Mereka direkrut di media sosial, atau diajak bekerja oleh para perekrut yang dikenal baik, seperti tetangga, teman bahkan keluarga.
Hal inilah yang menimpa Slamet, seorang sarjana S1 manajemen yang pernah bekerja di salah satu bank di Jawa Timur.
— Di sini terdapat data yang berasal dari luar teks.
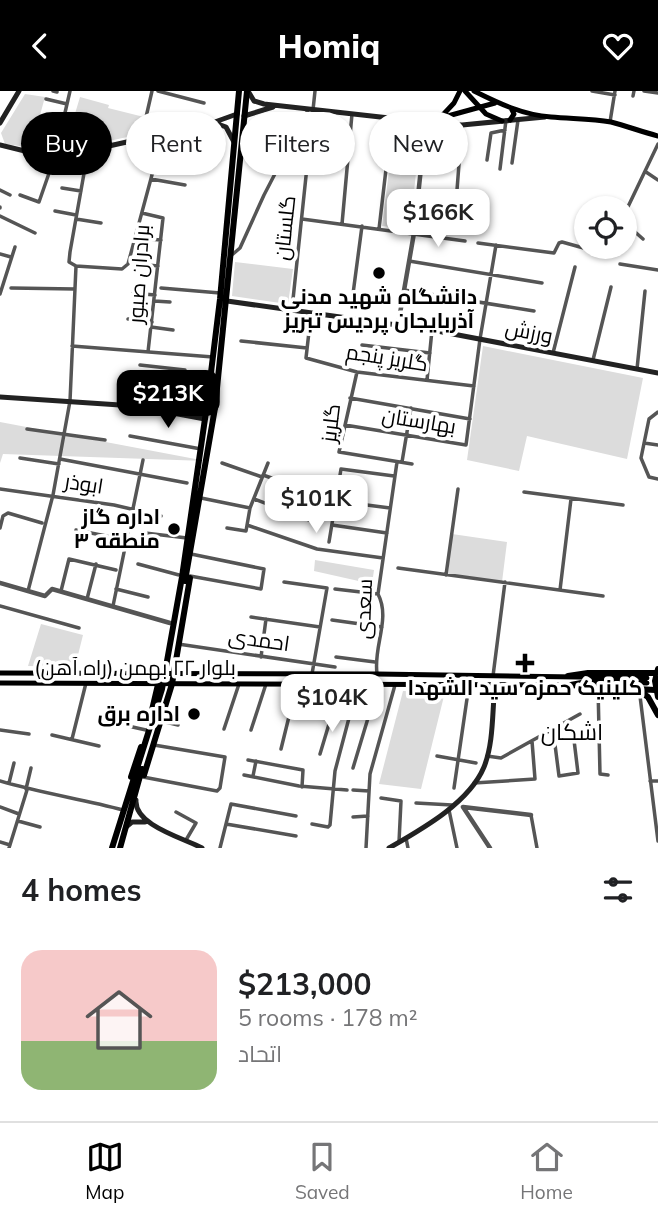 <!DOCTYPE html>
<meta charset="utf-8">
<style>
body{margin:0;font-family:Mulish,Cairo,sans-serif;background:#f6f6f6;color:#202124;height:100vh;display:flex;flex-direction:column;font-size:26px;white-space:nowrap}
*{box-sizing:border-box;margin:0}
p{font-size:23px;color:#757577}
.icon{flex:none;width:38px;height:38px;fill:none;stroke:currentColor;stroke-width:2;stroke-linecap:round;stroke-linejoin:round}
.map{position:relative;height:757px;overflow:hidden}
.details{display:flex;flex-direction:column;background:#fff;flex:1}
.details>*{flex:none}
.guide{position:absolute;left:21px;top:21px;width:616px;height:63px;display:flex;gap:14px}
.controls{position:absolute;left:574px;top:105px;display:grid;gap:14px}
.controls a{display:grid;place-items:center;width:63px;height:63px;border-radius:50%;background:#fff;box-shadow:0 2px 5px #0004;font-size:35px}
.price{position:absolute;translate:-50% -60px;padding:0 16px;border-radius:14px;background:#fff;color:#222;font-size:23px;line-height:46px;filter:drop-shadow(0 2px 4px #0008)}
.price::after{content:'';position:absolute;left:50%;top:42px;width:21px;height:16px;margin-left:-10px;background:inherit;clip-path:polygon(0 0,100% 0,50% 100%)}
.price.current{background:#000;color:#fff}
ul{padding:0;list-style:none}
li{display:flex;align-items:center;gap:21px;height:175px;padding:0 21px}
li+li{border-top:2px solid #e0e0e0}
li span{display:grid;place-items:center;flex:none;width:196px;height:140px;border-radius:21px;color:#555}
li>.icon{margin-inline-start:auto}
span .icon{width:84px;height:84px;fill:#fffc;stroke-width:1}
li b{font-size:30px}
h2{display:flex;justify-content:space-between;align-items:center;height:84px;padding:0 21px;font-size:30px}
.tag{padding:0 24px;border-radius:32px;background:#fff;box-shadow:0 2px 5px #0004;font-size:24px;line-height:63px}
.tag.current{background:#000;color:#fff}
header{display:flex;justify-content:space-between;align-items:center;height:91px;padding:0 21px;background:#000;color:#fff;font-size:32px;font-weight:800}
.menu{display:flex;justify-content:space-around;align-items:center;height:98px;border-top:2px solid #e0e0e0;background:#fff;font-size:19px;color:#757577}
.menu a{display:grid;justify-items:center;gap:4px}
.menu .current{color:#000}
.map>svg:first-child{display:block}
.green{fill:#dcdcdc}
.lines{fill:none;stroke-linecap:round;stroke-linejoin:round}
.minor{stroke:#555;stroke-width:3.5}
.tertiary{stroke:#555;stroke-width:4.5}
.secondary{stroke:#222;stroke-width:5}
.primary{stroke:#000;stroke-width:5}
.trunk{stroke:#000;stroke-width:6}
.poi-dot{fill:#000;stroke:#fff;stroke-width:2.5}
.labels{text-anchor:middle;stroke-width:7;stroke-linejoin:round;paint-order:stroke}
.street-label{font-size:21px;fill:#000;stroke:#fff}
.poi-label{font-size:21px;font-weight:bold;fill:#000;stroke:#fff}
.neighbourhood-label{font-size:23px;fill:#000;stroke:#fff}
</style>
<header><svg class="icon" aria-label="back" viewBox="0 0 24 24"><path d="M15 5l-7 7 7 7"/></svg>Homiq<svg class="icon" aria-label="heart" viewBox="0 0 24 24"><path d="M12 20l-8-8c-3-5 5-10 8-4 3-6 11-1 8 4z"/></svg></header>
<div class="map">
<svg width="658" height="757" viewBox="0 0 658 757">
<rect width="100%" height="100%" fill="#fff"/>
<path class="green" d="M25,3L45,6L35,42L58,47L56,60L5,53L1,42Z
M80,6L109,14L108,17L144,26L141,43L77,57L65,56Z
M395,33L421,35L410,138L382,135Z
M235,171L293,178L288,213L232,205Z
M483,255L643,287L627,368L527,345L519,380L467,369Z
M0,331L206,370L3,363L0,372Z
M452,443L507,451L502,491L448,484Z
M315,469L374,479L372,493L314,480Z
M41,533L83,544L75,576L28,575Z
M403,600L445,601L421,698L379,693Z"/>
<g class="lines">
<path class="minor" d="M53,0L57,1
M158,0L204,12
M592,0L615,4
M644,0L658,2
M633,5L634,0
M46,8L67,13
M41,30L63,34
M610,31L615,0
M141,48L152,0
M190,60L217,66
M168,62L188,66L192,37
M487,69L491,42L505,39
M512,72L518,29
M500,78L506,29
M646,81L658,89
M151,88L185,94
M62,97L81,100
M0,99L10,104
M20,104L39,111L55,65L70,0
M0,116V117
M55,120L76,124
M142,122L163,127L148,261
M625,122L658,53
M0,125L35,142
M455,125L462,34
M76,128L101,132
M302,128L465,150
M625,132L643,148
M342,133L352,23
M379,138L392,27
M135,147L161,149
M478,152L554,162L559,152L562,151L598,161L602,156
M0,163L11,166
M233,163L240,157L264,104L308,19
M409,170L542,192
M137,173L158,175
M620,173L658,179
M76,175L122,178L128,173L163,43
M76,175L69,171L70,161L88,60
M11,197L75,198
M161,197L220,202
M404,199L534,220
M133,202L155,204
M0,203L15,156
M154,210L170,211
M292,218L315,0
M351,218L362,135
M311,223L306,267L357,281L474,295
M128,228L152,231
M151,236L173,239
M241,250L307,257
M362,254L430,262
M72,255L213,266
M553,262L575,176
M593,269L611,196
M140,274L185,279V287
M637,278L645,200
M357,281L339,361L412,373
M140,286L182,291L185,287L210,289
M427,289L432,239
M154,296L182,300L189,296L209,298
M350,307L470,328
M658,321L649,328L641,367L649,386L658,388
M345,334L466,354L480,248L496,154
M27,338L105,349
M130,345L201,358
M644,352L658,354
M20,367L59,373
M60,368L187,392
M402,371L411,317
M222,372L262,386
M263,384L336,410L390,417
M0,398L114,414L161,425
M524,401L623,414
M201,407L250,417
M254,408L312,430
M247,434L317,458L383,467
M332,434L387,442
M0,437L3,425L8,422L42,432
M227,437L246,440L250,417L268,372
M76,439L126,449
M145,442L187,447
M329,451L341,378L394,385
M138,473L179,484
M398,477L603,505
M446,484L458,398
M190,485L261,498L264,478L191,463
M284,491L327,497L312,583
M116,498L148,506
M335,498L378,503
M560,499L571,408
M28,500L53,404L70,310L76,175
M61,500L69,468L116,479
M87,508L96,473
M0,515L79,537
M113,515L143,369
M251,526L320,536
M332,529L382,536
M178,553L335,576
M261,566L266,528
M336,566L375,571
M377,582C373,556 391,528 378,503L397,371
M493,585L505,491
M598,596L600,683L608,684
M640,605L658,750
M161,630L178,634
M119,633L146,639
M224,638L239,593
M553,638L559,685L578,682L574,649
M0,639L29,643
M251,639L266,593
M52,644L99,655
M72,648L86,592
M281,658L297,593
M320,663L341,593
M437,665L476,672
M487,665L501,667L580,623
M248,669L303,679L302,696
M353,677L378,594
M244,684L299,695L347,699
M253,685L256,670
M143,686L217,700L220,697L225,666L154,654
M0,690C40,702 82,708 123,719
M650,690H658
M9,692L14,672
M474,692L535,688L532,650
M454,697L469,594
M26,698L31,677
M353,699L369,700
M381,707L401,710L399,751
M416,712L452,714
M0,716L19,723
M449,719L457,757
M176,721L196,732L186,749
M531,724L537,757
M353,726L368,725
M18,730L40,736
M226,733L231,713L296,725
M312,733L328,736L330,734L335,680L358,593
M406,747L408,757
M0,751L10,754
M9,757L27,699
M220,757L226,733L296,745
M366,757L370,683L395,594"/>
<path class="tertiary" d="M398,234L414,142L426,31
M0,492L45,505L52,498L170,532
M463,716L531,724
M463,716L490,757"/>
<path class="secondary" d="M248,0L254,10L264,13L443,33L462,34L545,26
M244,25L273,16
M0,32L19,0
M215,32L226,36L234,51
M0,54L41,64L73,63L212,32L237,23
M227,210L432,239L658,282
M0,306L135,315L205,328
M136,709C134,734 183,747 202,757
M126,736L132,731H145
M389,757C422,738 469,712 484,676C494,651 492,620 495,594"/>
<path class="primary" d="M465,0L486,23L502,30
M474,0C498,12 523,24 551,26C571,28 591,27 611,31C627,35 642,41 658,45
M439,28L454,12L460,0
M510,29L514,23L511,17
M426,31L495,12
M0,582L377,583L647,587
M0,592L568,594L584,591L647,592"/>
<path class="trunk" d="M185,490L215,317L247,0
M658,578L655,590L658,606
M568,585L588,582H656
M568,594L655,599
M637,598L648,606L658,624
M152,619L160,585
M144,684L172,593L190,487
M131,686L141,656
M112,757L162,598L182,486L207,314L220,208L239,0
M120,757L142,678"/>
</g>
<g class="poi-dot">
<circle cx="379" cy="182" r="7"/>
<circle cx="174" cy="438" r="7"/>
<path d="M521.5 561.5h7v7h7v7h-7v7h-7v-7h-7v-7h7z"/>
<circle cx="194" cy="623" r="7"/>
</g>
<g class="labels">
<g class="street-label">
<text transform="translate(285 137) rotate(-84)" y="7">گلستان</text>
<text transform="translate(139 183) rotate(-86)" y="7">برادران صبور</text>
<text transform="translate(529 241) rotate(11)" y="7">ورزش</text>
<text transform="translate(387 267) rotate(9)" y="7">گلریز پنجم</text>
<text transform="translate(419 330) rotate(9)" y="7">بهارستان</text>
<text transform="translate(331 332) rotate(-83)" y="7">گلریز</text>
<text transform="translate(84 393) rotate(9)" y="7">ابوذر</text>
<text transform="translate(364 518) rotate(-88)" y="7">سعدی</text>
<text transform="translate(259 549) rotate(8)" y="7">احمدی</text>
<text x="135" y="584">بلوار ۲۲ بهمن (راه آهن)</text>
</g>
<g class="poi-label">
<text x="379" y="213">دانشگاه شهید مدنی<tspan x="379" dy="24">آذربایجان پردیس تبریز</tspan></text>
<text x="160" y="433" text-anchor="end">اداره گاز<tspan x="160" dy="24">منطقه ۳</tspan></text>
<text x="525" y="604">کلینیک حمزه سید الشهدا</text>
<text x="180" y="630" text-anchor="end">اداره برق</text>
</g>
<g class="neighbourhood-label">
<text x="572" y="649">اشکان</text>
</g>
</g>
</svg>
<div class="controls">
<a><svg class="icon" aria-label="locate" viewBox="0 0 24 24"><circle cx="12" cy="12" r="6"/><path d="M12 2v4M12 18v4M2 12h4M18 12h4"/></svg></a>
</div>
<b class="price" style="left:438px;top:158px">$166K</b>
<b class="price current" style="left:168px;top:339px">$213K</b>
<b class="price" style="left:316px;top:444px">$101K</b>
<b class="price" style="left:332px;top:643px">$104K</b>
<div class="guide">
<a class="tag current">Buy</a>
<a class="tag">Rent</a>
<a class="tag">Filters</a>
<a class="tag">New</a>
</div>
</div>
<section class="details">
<h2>4 homes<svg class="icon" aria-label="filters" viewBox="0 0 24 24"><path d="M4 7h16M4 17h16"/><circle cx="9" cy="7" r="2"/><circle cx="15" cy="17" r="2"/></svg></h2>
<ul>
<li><span style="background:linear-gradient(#f6c9c9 65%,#8fb573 0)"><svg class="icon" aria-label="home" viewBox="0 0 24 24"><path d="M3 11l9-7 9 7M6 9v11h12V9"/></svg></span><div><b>$213,000</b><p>5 rooms · 178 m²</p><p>اتحاد</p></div></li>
</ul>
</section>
<nav class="menu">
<a class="current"><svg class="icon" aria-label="map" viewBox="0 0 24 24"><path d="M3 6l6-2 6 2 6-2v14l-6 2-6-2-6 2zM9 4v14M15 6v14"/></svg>Map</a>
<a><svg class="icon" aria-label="saved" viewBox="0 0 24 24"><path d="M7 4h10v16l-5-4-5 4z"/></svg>Saved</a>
<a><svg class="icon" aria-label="home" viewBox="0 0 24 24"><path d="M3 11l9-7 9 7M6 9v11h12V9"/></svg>Home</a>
</nav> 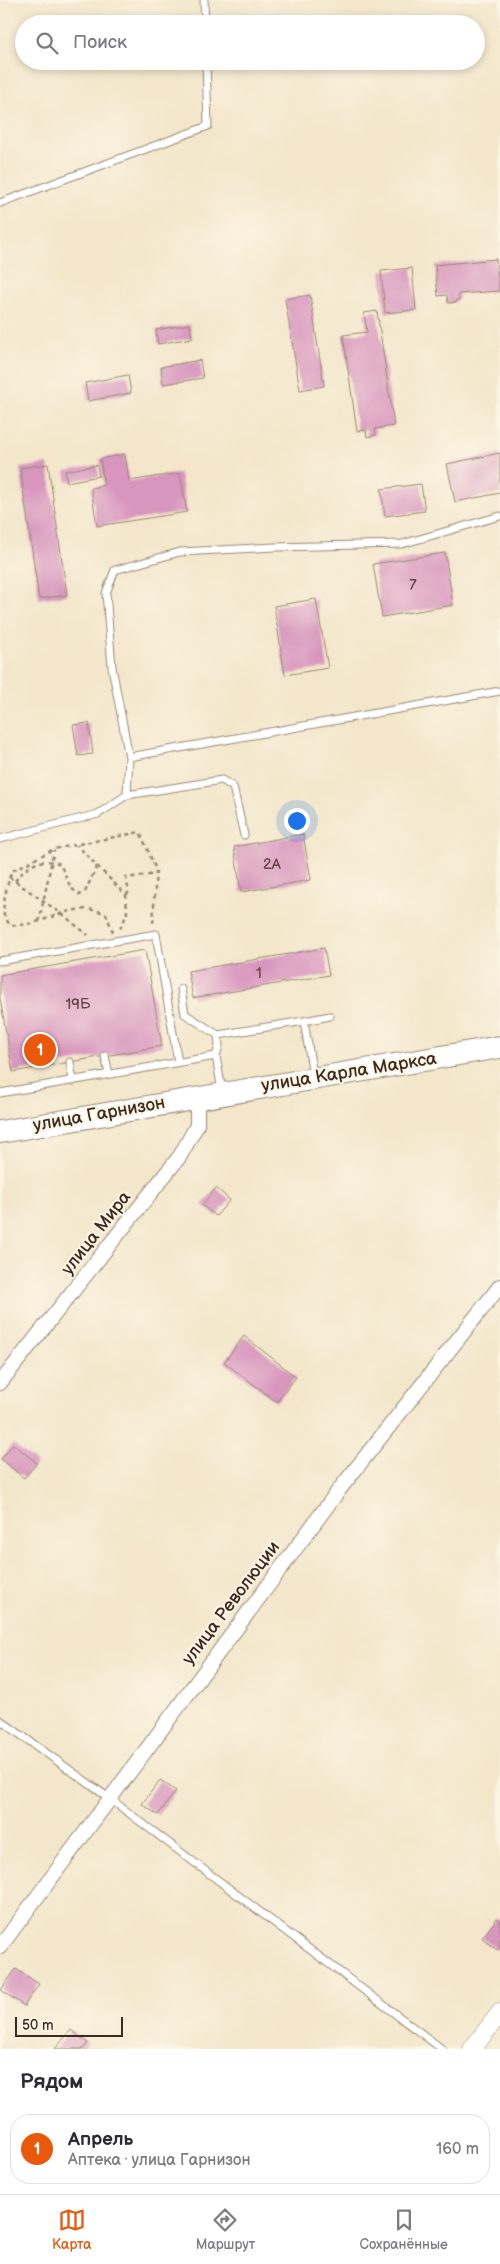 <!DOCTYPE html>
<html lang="ru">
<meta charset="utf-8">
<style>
:root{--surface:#fff;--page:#f7f7f7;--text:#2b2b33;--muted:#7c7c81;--line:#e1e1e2;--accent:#ea580c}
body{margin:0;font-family:"Balsamiq Sans",sans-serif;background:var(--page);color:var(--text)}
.scale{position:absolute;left:15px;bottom:12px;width:108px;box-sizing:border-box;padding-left:5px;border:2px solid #3b2a1e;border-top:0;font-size:14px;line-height:18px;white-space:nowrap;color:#3b2a1e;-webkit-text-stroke:4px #fcf5e5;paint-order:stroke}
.you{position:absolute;left:296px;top:820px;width:18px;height:18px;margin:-12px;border:4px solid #fff;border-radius:50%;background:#1a73e8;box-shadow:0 0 0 8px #1a73e833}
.badge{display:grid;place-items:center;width:32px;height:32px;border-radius:50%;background:var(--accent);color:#fff;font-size:16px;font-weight:700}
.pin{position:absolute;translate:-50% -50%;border:2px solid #fff;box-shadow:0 1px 5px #0006}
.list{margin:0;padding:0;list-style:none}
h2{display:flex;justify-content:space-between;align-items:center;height:65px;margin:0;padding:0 20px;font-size:21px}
h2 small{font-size:16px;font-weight:400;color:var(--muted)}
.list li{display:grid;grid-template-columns:32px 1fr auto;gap:15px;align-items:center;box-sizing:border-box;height:70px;margin:0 10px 10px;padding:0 10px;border:1px solid var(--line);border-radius:20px}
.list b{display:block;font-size:19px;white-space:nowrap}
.list p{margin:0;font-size:16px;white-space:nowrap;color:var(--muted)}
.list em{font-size:16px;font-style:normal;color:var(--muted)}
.icon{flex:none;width:28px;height:28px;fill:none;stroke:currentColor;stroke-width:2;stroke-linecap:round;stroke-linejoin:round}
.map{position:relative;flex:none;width:500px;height:2049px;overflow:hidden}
.search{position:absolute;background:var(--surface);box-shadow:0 2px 8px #0003;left:15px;right:15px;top:15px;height:55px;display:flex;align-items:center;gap:12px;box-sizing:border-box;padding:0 18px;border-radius:28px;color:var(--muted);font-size:19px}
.sheet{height:145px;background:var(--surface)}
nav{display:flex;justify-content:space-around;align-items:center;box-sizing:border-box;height:70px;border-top:1px solid var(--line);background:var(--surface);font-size:14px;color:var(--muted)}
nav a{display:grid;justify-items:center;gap:2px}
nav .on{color:var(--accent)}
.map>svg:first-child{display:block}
.building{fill:#d896be}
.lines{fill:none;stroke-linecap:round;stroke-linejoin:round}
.service-casing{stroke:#978874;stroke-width:9}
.minor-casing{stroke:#978874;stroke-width:16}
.tertiary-casing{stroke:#978874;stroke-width:19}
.primary-casing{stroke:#978874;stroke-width:24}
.path{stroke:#978874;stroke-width:2.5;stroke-dasharray:4 4;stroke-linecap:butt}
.service{stroke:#fff;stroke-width:7}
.minor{stroke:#fff;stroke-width:14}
.tertiary{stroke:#fff;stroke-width:18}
.primary{stroke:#fff;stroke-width:22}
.labels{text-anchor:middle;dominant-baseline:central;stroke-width:4;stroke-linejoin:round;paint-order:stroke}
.number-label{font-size:15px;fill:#624546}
.street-label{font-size:18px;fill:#3b2a1e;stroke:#fcf5e5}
</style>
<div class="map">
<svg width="500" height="2049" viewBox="0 0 500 2049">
<rect width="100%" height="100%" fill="#fcf5e5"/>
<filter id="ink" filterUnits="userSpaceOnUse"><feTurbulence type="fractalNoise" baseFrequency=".02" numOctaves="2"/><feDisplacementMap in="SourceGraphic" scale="10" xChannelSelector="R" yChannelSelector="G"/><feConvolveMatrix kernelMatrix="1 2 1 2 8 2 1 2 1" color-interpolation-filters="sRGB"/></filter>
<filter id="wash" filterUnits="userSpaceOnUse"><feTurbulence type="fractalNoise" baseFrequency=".0096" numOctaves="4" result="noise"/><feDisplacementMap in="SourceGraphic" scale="20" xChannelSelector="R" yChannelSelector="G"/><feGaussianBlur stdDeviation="1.12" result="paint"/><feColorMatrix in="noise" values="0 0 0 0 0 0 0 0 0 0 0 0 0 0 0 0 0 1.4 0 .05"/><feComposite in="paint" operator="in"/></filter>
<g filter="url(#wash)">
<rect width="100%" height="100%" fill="#f3e6ca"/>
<g id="blocks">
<path class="building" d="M496,259L499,291L459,294V300H456L457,302L448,303L447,295L438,296L435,265Z
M412,268L416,310L385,313L381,271Z
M310,295L324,386L300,390L285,299Z
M377,311L394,426L375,429L376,435L367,437L366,430L357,431L343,335L367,332L364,313Z
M190,324L192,338L158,344L156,330Z
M200,360L203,378L163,384L161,367Z
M128,375L131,393L88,401L85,383Z
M500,453V493L455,502L447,464Z
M125,454L129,481L180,473L187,512L97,526L91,488L104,485L100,459Z
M48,464L67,595L39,599L20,468Z
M97,465L99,476L67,482L65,471Z
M421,484L425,511L385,516L381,489Z
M445,553L453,605L382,617L373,564Z
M316,599L328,668L285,675L274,606Z
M89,723L93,754L78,756L73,725Z
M303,834L311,880L241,892L234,847Z
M324,948L329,975L193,998L188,971Z
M145,950L162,1046L13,1072L0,998V975Z
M216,1188L230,1200L216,1216L202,1205Z
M244,1336L296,1377L277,1402L224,1362Z
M13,1444L37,1463L24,1478L1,1459Z
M160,1780L176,1791L158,1815L142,1804Z
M497,1918L500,1920V1947L497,1950L482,1938Z
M16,1969L39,1984L24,2006L1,1990Z
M71,2030L88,2043L83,2049H55Z"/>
</g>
</g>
<g filter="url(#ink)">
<use href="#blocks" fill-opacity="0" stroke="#978874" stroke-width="1"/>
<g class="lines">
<g class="service-casing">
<path id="service" d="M204,0L205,24
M0,203L208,126L206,61
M129,757L500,691
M127,795L222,780L233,787L244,835
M0,839L98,814L127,795L129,757L112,667L106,593L115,570L180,552L275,547L402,544L500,516
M0,961L156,934L178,1062
M181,989L185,1014L218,1035
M304,1021L330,1016
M105,1056L109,1074
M216,1056L219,1046L218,1035L304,1021L313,1075
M70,1062L73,1081
M0,1093L216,1056L222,1091
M0,1720L109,1798L442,2049"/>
</g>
<g class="minor-casing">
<path id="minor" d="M0,1383L180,1156L197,1125V1097
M0,1947L339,1490L500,1286"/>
</g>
<g class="tertiary-casing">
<path id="tertiary" d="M472,2049L500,2013"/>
</g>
<g class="primary-casing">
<path id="primary" d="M0,1132L500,1047"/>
</g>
<path class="path" d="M97,866L126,895L127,914L119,931
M9,877L62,914L88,935
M15,881C27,866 41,856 60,864L71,888L80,895L85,892L97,866L77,845
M126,895L129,892L126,878L156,874
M39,922L54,850
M113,932L106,914C70,898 46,928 10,925C8,922 5,918 4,915C2,905 8,880 12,871L54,849L140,832L156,870L153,924"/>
<use href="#service" class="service"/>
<use href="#minor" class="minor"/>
<use href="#tertiary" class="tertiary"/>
<use href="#primary" class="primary"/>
</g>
</g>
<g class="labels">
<g class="number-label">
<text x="413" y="585">7</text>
<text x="272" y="864">2А</text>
<text x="259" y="973">1</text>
<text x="78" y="1004">19Б</text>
</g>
<g class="street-label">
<text transform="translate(349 1072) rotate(-9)">улица Карла Маркса</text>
<text transform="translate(99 1114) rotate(-10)">улица Гарнизон</text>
<text transform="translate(96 1233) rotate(-52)">улица Мира</text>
<text transform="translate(231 1603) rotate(-53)">улица Революции</text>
</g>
</g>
</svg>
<div class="scale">50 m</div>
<div class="you"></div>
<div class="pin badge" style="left:40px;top:1050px">1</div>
<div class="search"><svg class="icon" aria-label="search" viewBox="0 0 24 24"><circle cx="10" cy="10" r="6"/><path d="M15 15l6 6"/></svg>Поиск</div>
</div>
<section class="sheet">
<h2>Рядом<small></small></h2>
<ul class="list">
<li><span class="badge">1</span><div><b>Апрель</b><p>Аптека · улица Гарнизон</p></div><em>160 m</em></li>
</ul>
</section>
<nav>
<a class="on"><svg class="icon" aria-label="map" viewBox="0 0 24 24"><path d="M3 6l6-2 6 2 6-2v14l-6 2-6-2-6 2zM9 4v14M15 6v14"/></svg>Карта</a>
<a><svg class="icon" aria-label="directions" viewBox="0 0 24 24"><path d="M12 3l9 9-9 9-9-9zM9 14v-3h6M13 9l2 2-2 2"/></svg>Маршрут</a>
<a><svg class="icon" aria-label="saved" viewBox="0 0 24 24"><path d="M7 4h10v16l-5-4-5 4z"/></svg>Сохранённые</a>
</nav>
Dia dihampiri seorang perekrut di sebuah warung kopi.
“Ketika didatangi perekrut itu, saya sudah menganggur empat bulan setelah diputus kontrak di sebuah perusahaan perbankan,” kata Slamet kepada CNA.
Selain perekrutan langsung, WNI banyak yang terjaring TPPO karena tergiur tawaran bekerja melalui media sosial.
Kondisi inilah yang membuat Komisioner Komnas HAM Anis Hidayah menyebut Indonesia saat ini darurat TPPO. Menurut Anis, tingkat kerentanan WNI menjadi korban TPPO semakin tinggi akibat perubahan pola penjaringan korban dengan teknologi internet.
Anis mengatakan literasi digital di negara ini belum terlalu baik, sehingga banyak yang tertipu tawaran bekerja di luar negeri dari media sosial.
“Dulu itu korbannya adalah lulusan SD atau SMP. Sekarang banyak sekali yang menjadi korban lulusan S1 atau S2. Bahkan ada yang pernah dipulangkan oleh Kemlu adalah seorang influencer,” kata Anis kepada CNA.
ASEAN sendiri pernah mengeluarkan ‘Deklarasi Pemberantasan TPPO yang disebabkan oleh Penyalahgunaan Teknologi’ pada 2023 ketika Indonesia menjadi ketuanya. Deklarasi ini dikeluarkan menyusul keprihatinan banyaknya TPPO di Asia Tenggara, termasuk perdagangan anak dan kerja paksa di sektor penipuan dan judi online.
“Tapi modalitas ASEAN ini hanya menjadi ‘macan kertas’ dan tidak menjadi dasar bagi pembentukan kebijakan di negara-negara ASEAN terkait perlindungan terhadap pekerja migran dan pencegahan TPPO,” kata Wahyu dari Migrant Care.